> Task item: Every line of the entries that holds the word "roads" is to be copied.

*** Source data ***

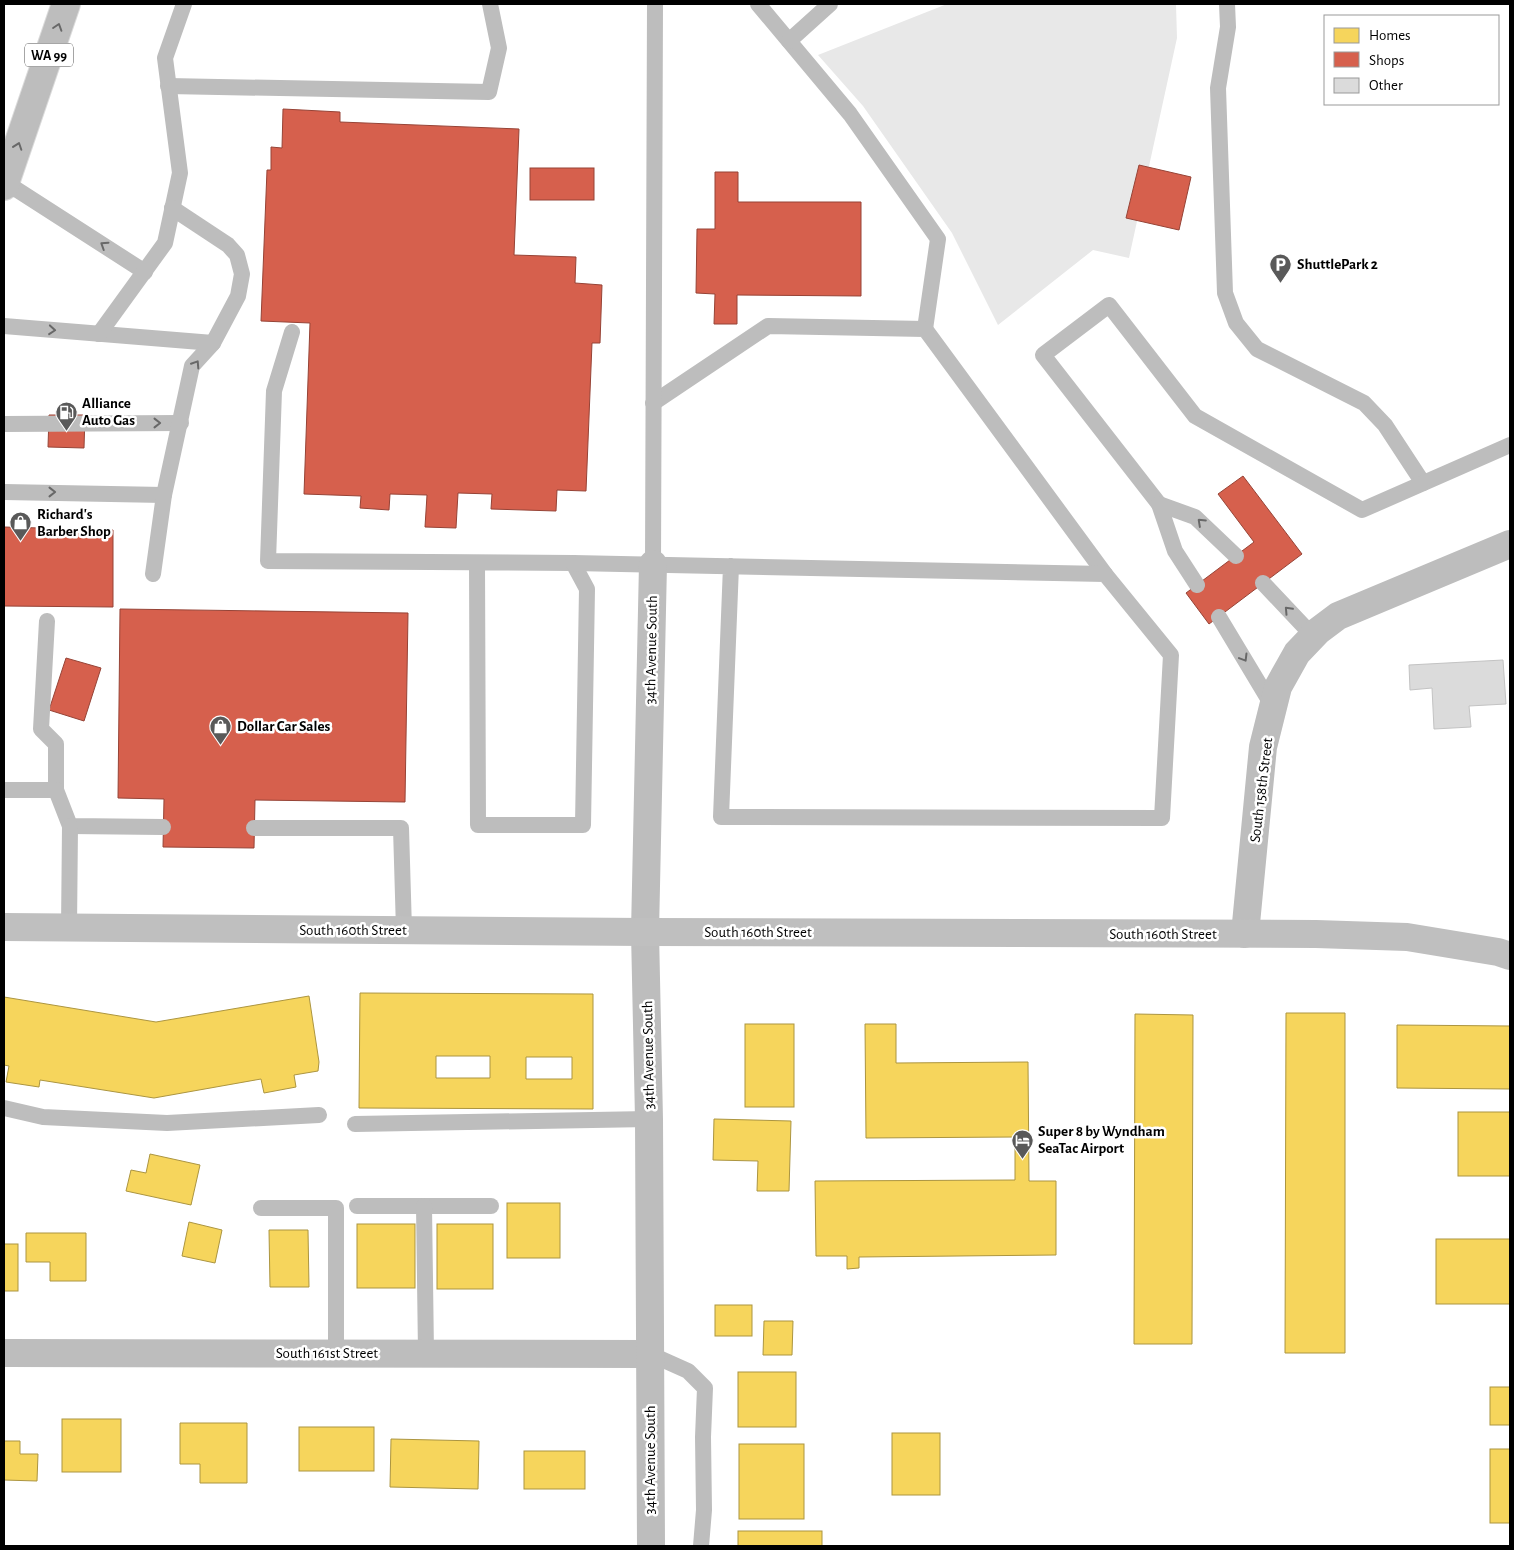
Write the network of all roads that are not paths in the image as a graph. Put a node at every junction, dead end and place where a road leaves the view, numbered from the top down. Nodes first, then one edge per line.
1 (66, 4) edge
2 (184, 4) edge
3 (490, 4) edge
4 (655, 4) edge
5 (758, 4) edge
6 (830, 4) edge
7 (1227, 4) edge
8 (789, 41) junction
9 (168, 86) junction
10 (4, 184) edge
11 (172, 208) junction
12 (145, 272) junction
13 (4, 326) edge
14 (925, 329) junction
15 (292, 332) dead end
16 (99, 334) junction
17 (213, 343) junction
18 (653, 403) junction
19 (181, 423) junction
20 (4, 424) edge
21 (1510, 446) edge
22 (1423, 483) junction
23 (4, 492) edge
24 (164, 495) junction
25 (1159, 504) junction
26 (1510, 544) edge
27 (1236, 556) dead end
28 (477, 562) junction
29 (574, 563) junction
30 (653, 564) junction
31 (731, 566) junction
32 (153, 574) dead end
33 (1106, 574) junction
34 (1263, 583) dead end
35 (1197, 585) dead end
36 (1219, 617) dead end
37 (47, 621) dead end
38 (1313, 636) junction
39 (1273, 706) junction
40 (4, 790) edge
41 (56, 790) junction
42 (70, 826) junction
43 (164, 827) dead end
44 (254, 828) dead end
45 (4, 927) edge
46 (69, 928) junction
47 (404, 930) junction
48 (645, 932) junction
49 (1245, 934) junction
50 (1510, 956) edge
51 (4, 1108) edge
52 (319, 1115) dead end
53 (649, 1119) junction
54 (355, 1124) dead end
55 (357, 1206) dead end
56 (424, 1206) junction
57 (491, 1206) dead end
58 (261, 1208) dead end
59 (4, 1353) edge
60 (336, 1353) junction
61 (426, 1353) junction
62 (650, 1354) junction
63 (651, 1546) edge
64 (701, 1546) edge

10 -> 1 street, WA 99
2 - 9 lane
3 - 9 lane
4 - 18 lane
5 - 8 lane
6 - 8 lane
7 - 22 lane
8 - 14 lane
9 - 11 lane
12 -> 10 lane
11 - 12 lane
11 - 17 lane
12 - 16 lane
13 -> 16 lane
14 - 18 lane
14 - 33 lane
15 - 28 lane
16 - 17 lane
19 -> 17 lane
18 - 30 lane
20 -> 19 lane
19 - 24 lane
21 - 22 lane
22 - 25 lane
23 -> 24 lane
24 - 32 lane
27 -> 25 lane
25 - 35 lane
26 - 38 street, South 158th Street
28 - 29 lane
28 - 29 lane
29 - 30 lane
30 - 31 lane
30 - 48 street, 34th Avenue South
31 - 33 lane
31 - 33 lane
38 -> 34 lane
36 -> 39 lane
37 - 41 lane
38 - 39 street, South 158th Street
39 - 49 street, South 158th Street
40 - 41 lane
41 - 42 lane
42 - 43 lane
42 - 46 lane
44 - 47 lane
45 - 46 main road, South 160th Street
46 - 47 main road, South 160th Street
47 - 48 main road, South 160th Street
48 - 49 main road, South 160th Street
48 - 53 street, 34th Avenue South
49 - 50 main road, South 160th Street
51 - 52 lane
53 - 54 lane
53 - 62 street, 34th Avenue South
55 - 56 lane
56 - 57 lane
56 - 61 lane
58 - 60 lane
59 - 60 street, South 161st Street
60 - 61 street, South 161st Street
61 - 62 street, South 161st Street
62 - 63 street, 34th Avenue South
62 - 64 lane

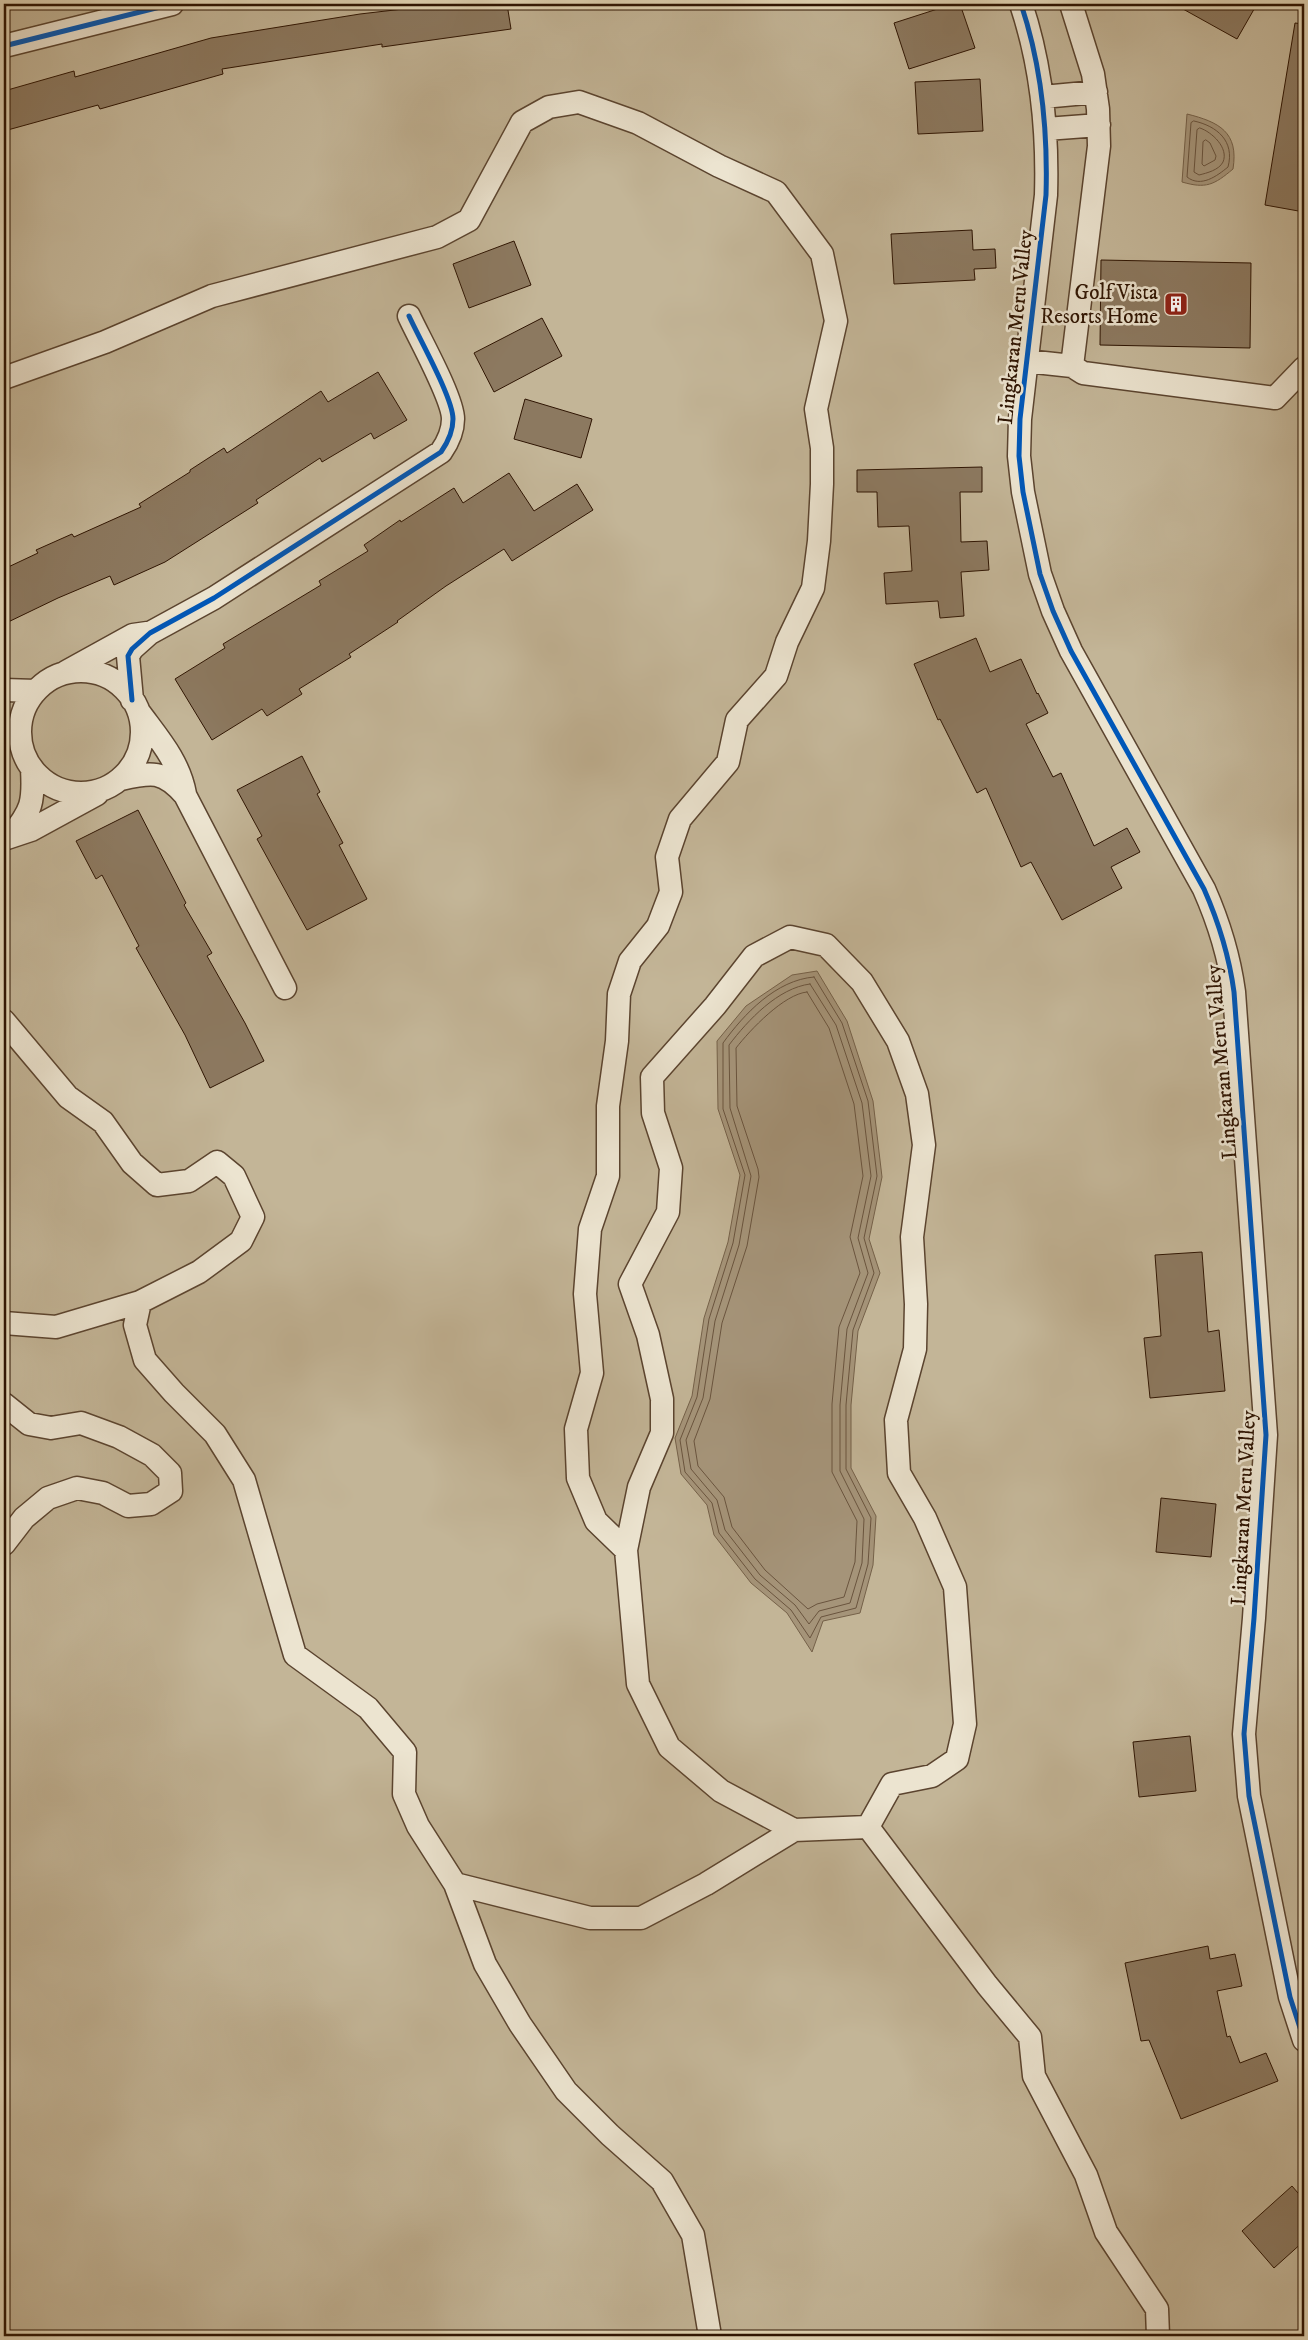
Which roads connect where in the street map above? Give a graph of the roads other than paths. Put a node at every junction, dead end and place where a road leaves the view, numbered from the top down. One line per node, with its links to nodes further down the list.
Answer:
1 (172, 4): 4 (street)
2 (1021, 4): 6 (street, Lingkaran Meru Valley)
3 (1071, 4): 5 (street)
4 (4, 46)
5 (1096, 92): 6 (street); 7 (street)
6 (1043, 97): 8 (street, Lingkaran Meru Valley)
7 (1099, 124): 8 (street); 12 (street)
8 (1046, 129): 10 (street, Lingkaran Meru Valley)
9 (409, 316): 14 (street)
10 (1026, 361): 12 (street); 34 (street, Lingkaran Meru Valley)
11 (1304, 365): 12 (street)
12 (1072, 366)
13 (4, 378): 30 (street)
14 (150, 633): 15 (street); 18 (street)
15 (60, 674): 17 (street); 18 (street)
16 (4, 690): 17 (street)
17 (36, 690): 20 (street)
18 (135, 705): 21 (street); 22 (street)
19 (4, 728): 20 (street)
20 (28, 762): 21 (street); 23 (street)
21 (114, 784): 22 (street); 23 (street)
22 (186, 795): 24 (street)
23 (7, 838)
24 (285, 988)
25 (4, 1021): 26 (street)
26 (140, 1302): 27 (street); 33 (street)
27 (4, 1323)
28 (4, 1404): 29 (street)
29 (4, 1544)
30 (626, 1550): 31 (street); 32 (street)
31 (868, 1827): 32 (street); 36 (street)
32 (794, 1830): 33 (street)
33 (454, 1884): 35 (street)
34 (1304, 2040)
35 (710, 2336)
36 (1158, 2336)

*** End of Source data ***

> Expected answer:
Write the network of all roads that are not paths in the image as a graph. Put a node at every junction, dead end and place where a road leaves the view, numbered from the top down. Nodes first, then one edge per line.
Which roads connect where in the street map above? Give a graph of the roads other than paths. Put a node at every junction, dead end and place where a road leaves the view, numbered from the top down. One line per node, with its links to nodes further down the list.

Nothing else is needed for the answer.